Diesen Rechtsgedanken überträgt das Bundesarbeitsgericht mit seiner aktuellen Entscheidung zu Recht auch auf Arbeitsverhältnisse nicht erkrankter Arbeitnehmer.

Zum konkreten Rechtsstreit

Im konkreten Streitfall hatte sich ein Operating-Manager in Berlin nach einem Kündigungsstreit mit seinem Arbeitgeber auf ein Ende des Arbeitsverhältnisses zum 31. Juli 2008  geeinigt. Dem Arbeitnehmer standen zu diesem Zeitpunkt noch 16 Urlaubstage zu. Er verlangte vom Arbeitgeber ohne Erfolg, diesen Urlaub abzugelten. Das Arbeitsgericht und Landesarbeitsgericht hatten Klage und Berufung zurückgewiesen. Die Revision des Klägers hatte jetzt vor dem Neunten Senat des Bundesarbeitsgerichts Erfolg.

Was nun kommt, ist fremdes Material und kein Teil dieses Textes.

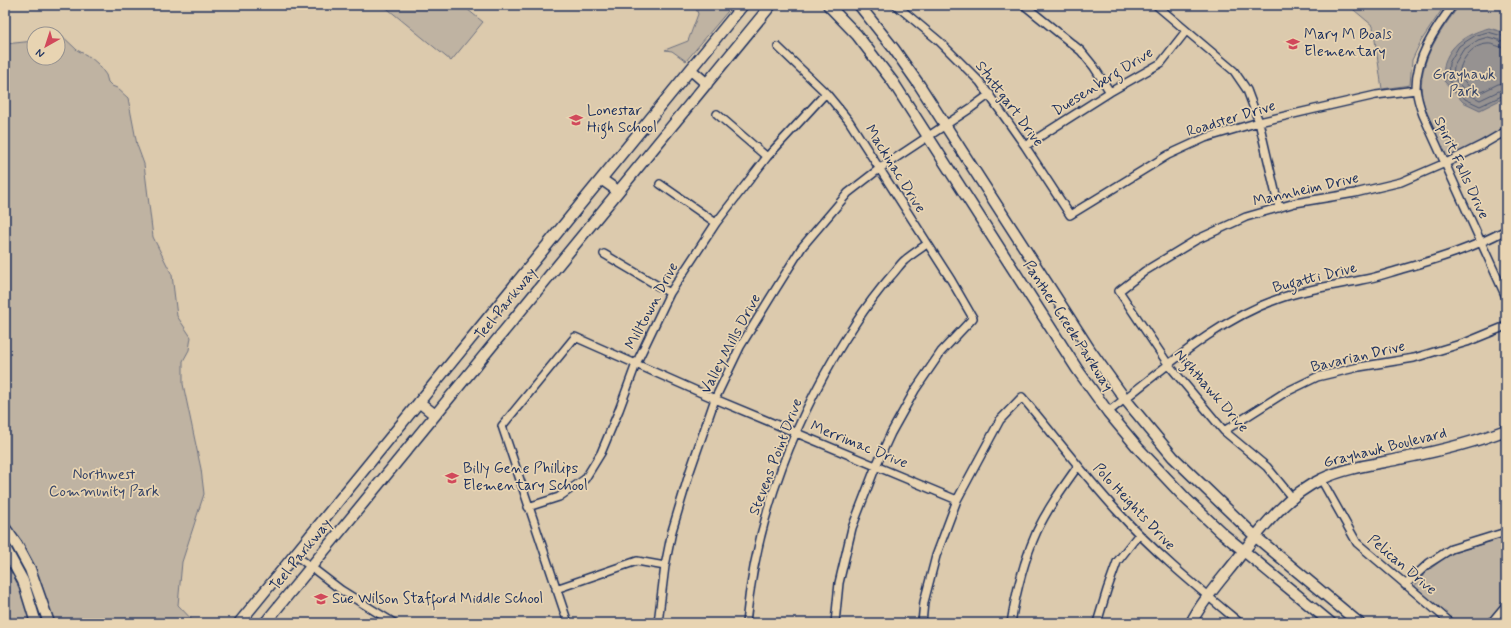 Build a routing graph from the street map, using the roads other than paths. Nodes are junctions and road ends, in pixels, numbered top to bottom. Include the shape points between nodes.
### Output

Zusammenfassung und Ausblick

Der gesetzliche Urlaubsabgeltungsanspruch als reiner Geldanspruch ist künftig unabhängig von der Arbeitsunfähigkeit oder Arbeitsfähigkeit des Arbeitnehmers und unterfällt nicht mehr dem Fristenregime des Bundesurlaubsgesetzes.

  Die Rechtssprechungsänderung ist zu begrüßen. Schließlich sind keine sachlichen Gründe ersichtlich, weswegen für einen arbeitsfähigen Arbeitnehmer nach Beendigung des Arbeitsverhältnisses andere Regeln für den Verfall des Urlaubsabgeltungsanspruchs gelten sollten als für einen arbeitsunfähigen Arbeitnehmer.  

Was sollten betroffene Arbeitnehmer beachten?

Für Geldansprüche gelten oft   arbeitsvertragliche oder tarifliche Ausschlussfristen von meist  drei bis sechs Monaten. Wenn nicht, greift die allgemeine  gesetzliche Verjährungsfrist von drei Jahren.